PITTSBURGH — In a purposeful step and her usual flair, Judy Collins made a grand appearance on stage at the Byham Theater on Thursday to keep things going with a few tricks.

She introduced herself as American Idol of 1956 and said, “This is a song you must remember… I hope you remember.”

Collins then unleashed her ethereal, yet punchy voice on “Both Sides Now,” a 1967 Joni Mitchell-penned Top 10 smash hit. When Collins plays next to “Diamonds & Lust,” which is far more true to Joan Baez’s original than the metallic remake of Judas Priest, she almost feels a tingle of excitement from the mostly baby boomer audience. I was able to.

Collins, flanked by piano player Russell Walden and pedal steel/electric guitarist Thad DeBrock, took center stage in a shimmery black top that offset her cropped white hairstyle. The trio maintained a classy and elegant sound, with an emphasis on Collins’ full soprano voice and ironic storytelling.

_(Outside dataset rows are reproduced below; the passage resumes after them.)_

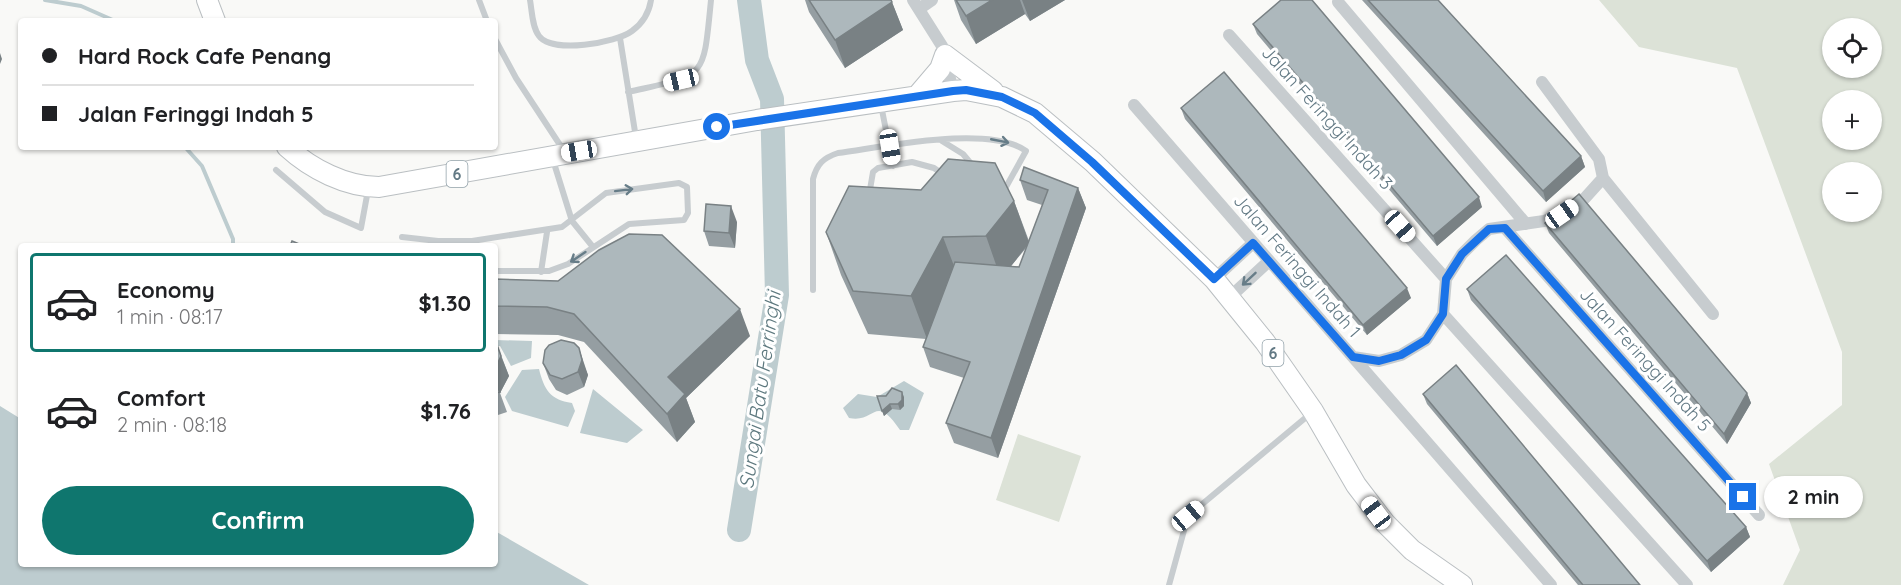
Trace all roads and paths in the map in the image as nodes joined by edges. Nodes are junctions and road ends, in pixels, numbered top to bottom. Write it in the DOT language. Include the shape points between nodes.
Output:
graph roads {
  1 [pos="207,0"];
  2 [pos="478,0"];
  3 [pos="530,0"];
  4 [pos="651,0"];
  5 [pos="711,0"];
  6 [pos="932,0"];
  7 [pos="1338,2"];
  8 [pos="916,4"];
  9 [pos="214,18"];
  10 [pos="486,18"];
  11 [pos="1229,35"];
  12 [pos="620,38"];
  13 [pos="498,46"];
  14 [pos="945,55"];
  15 [pos="1542,82"];
  16 [pos="953,91"];
  17 [pos="628,92"];
  18 [pos="917,96"];
  19 [pos="1002,97"];
  20 [pos="880,102"];
  21 [pos="1134,105"];
  22 [pos="636,141"];
  23 [pos="942,141"];
  24 [pos="890,147"];
  25 [pos="291,150"];
  26 [pos="559,155"];
  27 [pos="893,166"];
  28 [pos="276,170"];
  29 [pos="977,170"];
  30 [pos="1604,178"];
  31 [pos="368,187"];
  32 [pos="991,188"];
  33 [pos="572,221"];
  34 [pos="1526,224"];
  35 [pos="1505,228"];
  36 [pos="546,232"];
  37 [pos="402,237"];
  38 [pos="456,243"];
  39 [pos="479,243"];
  40 [pos="1253,243"];
  41 [pos="593,247"];
  42 [pos="1269,261"];
  43 [pos="498,271"];
  44 [pos="541,272"];
  45 [pos="1214,279"];
  46 [pos="1446,279"];
  47 [pos="813,290"];
  48 [pos="1230,297"];
  49 [pos="1443,314"];
  50 [pos="1713,314"];
  51 [pos="1353,357"];
  52 [pos="1312,411"];
  53 [pos="1759,515"];
  54 [pos="1169,585"];
  55 [pos="1462,585"];
  56 [pos="1551,585"];
  57 [pos="1687,585"];
  1 -- 9 [label="main road"];
  2 -- 10 [label="lane"];
  3 -- 12 [label="lane" via="539,37 550,45"];
  4 -- 12 [label="lane" via="640,24"];
  5 -- 17 [label="lane" via="706,52 696,73"];
  6 -- 8 [label="street"];
  7 -- 34 [label="street"];
  8 -- 14 [label="street"];
  11 -- 46 [label="street, Jalan Feringgi Indah 3"];
  12 -- 17 [label="lane"];
  13 -- 26 [label="lane"];
  14 -- 16 [label="street"];
  14 -- 18 [label="main road" via="940,69"];
  14 -- 19 [label="main road"];
  15 -- 30 [label="street" via="1599,159"];
  16 -- 18 [label="main road, 6"];
  16 -- 19 [label="main road, 6"];
  17 -- 22 [label="lane"];
  18 -- 20 [label="main road, 6"];
  19 -- 45 [label="main road, 6" via="1035,113 1059,133"];
  20 -- 22 [label="main road, 6"];
  20 -- 24 [label="lane"];
  21 -- 40 [label="street, Jalan Feringgi Indah 1"];
  22 -- 26 [label="main road, 6"];
  23 -- 24 [label="lane"];
  23 -- 29 [label="lane" via="963,154"];
  23 -- 32 [label="lane, one-way" via="976,137 1016,144 1026,151 1006,187"];
  24 -- 27 [label="lane"];
  24 -- 47 [label="lane" via="838,153 825,157 816,166"];
  25 -- 31 [label="main road, 6" via="324,172"];
  26 -- 31 [label="main road, 6"];
  26 -- 33 [label="lane"];
  27 -- 27 [label="lane" via="912,162 934,168 951,180 955,201 938,228 872,224 867,207 871,175 878,168"];
  28 -- 31 [label="lane" via="325,212 361,228"];
  30 -- 34 [label="street" via="1562,214"];
  30 -- 50 [label="street"];
  33 -- 36 [label="lane"];
  33 -- 41 [label="lane"];
  33 -- 41 [label="lane, one-way" via="606,193 679,183 687,187 688,213 684,220 629,224"];
  34 -- 35 [label="street"];
  35 -- 46 [label="street" via="1489,229 1476,240"];
  35 -- 53 [label="street, Jalan Feringgi Indah 5"];
  36 -- 39 [label="lane"];
  36 -- 44 [label="lane"];
  37 -- 38 [label="lane"];
  40 -- 42 [label="street, Jalan Feringgi Indah 1"];
  40 -- 45 [label="street"];
  41 -- 44 [label="lane, one-way" via="560,268"];
  42 -- 48 [label="street, one-way"];
  42 -- 51 [label="street, Jalan Feringgi Indah 1"];
  43 -- 44 [label="lane"];
  45 -- 48 [label="main road, 6"];
  46 -- 49 [label="street"];
  48 -- 52 [label="main road, 6"];
  49 -- 51 [label="street" via="1426,340 1401,355 1379,361"];
  49 -- 57 [label="street"];
  51 -- 56 [label="street, Jalan Feringgi Indah 1"];
  52 -- 54 [label="lane" via="1188,516"];
  52 -- 55 [label="main road, 6" via="1356,485 1384,523 1412,550"];
}
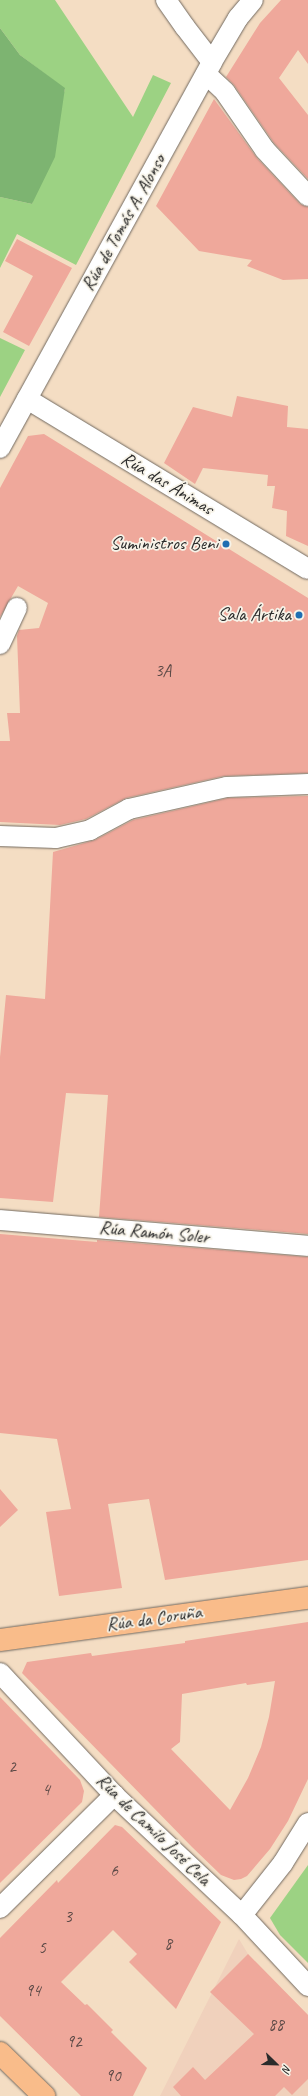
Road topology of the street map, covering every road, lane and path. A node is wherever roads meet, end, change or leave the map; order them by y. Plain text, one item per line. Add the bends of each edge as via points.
1 (166, 0) edge
2 (253, 0) edge
3 (209, 68) junction
4 (308, 196) edge
5 (27, 399) junction
6 (8, 416) edge
7 (0, 448) edge
8 (308, 569) edge
9 (17, 608) dead end
10 (0, 644) edge
11 (308, 784) edge
12 (0, 836) edge
13 (0, 1220) edge
14 (308, 1246) edge
15 (308, 1598) edge
16 (0, 1640) edge
17 (0, 1672) edge
18 (114, 1795) junction
19 (308, 1823) edge
20 (0, 1908) edge
21 (242, 1915) junction
22 (308, 1986) edge
23 (0, 2053) edge
24 (44, 2096) edge

1 - 3 street
2 - 3 street, Rúa de Tomás A. Alonso via 238,18
3 - 4 street via 265,150
3 - 5 street, Rúa de Tomás A. Alonso
5 - 6 street, Rúa de Tomás A. Alonso
5 - 8 street, Rúa das Ánimas
6 - 7 street, Rúa de Tomás A. Alonso
9 - 10 street
11 - 12 street via 227,787 129,809 90,830 56,838
13 - 14 street, Rúa Ramón Soler
15 - 16 main road, Rúa da Coruña
17 - 18 street, Rúa de Camilo José Cela
18 - 20 street
18 - 21 street, Rúa de Camilo José Cela
19 - 21 street via 283,1863
21 - 22 street, Rúa de Camilo José Cela
23 - 24 main road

Creative interpretations of traditional and contemporary folk standards see Collins perform Woody Guthrie’s “This Land Is Your Land,” Jimmy Webb’s “Highwayman,” and Bob Dylan’s “Masters of War” in a 90-minute set. tucked into her 90-minute set and remains her calling card. and “Mr. Tambourine Man”, she took her hands off her acoustic guitar and made a “Come on, come on,” gesture of bending her fingers to convince the crowd to sing along.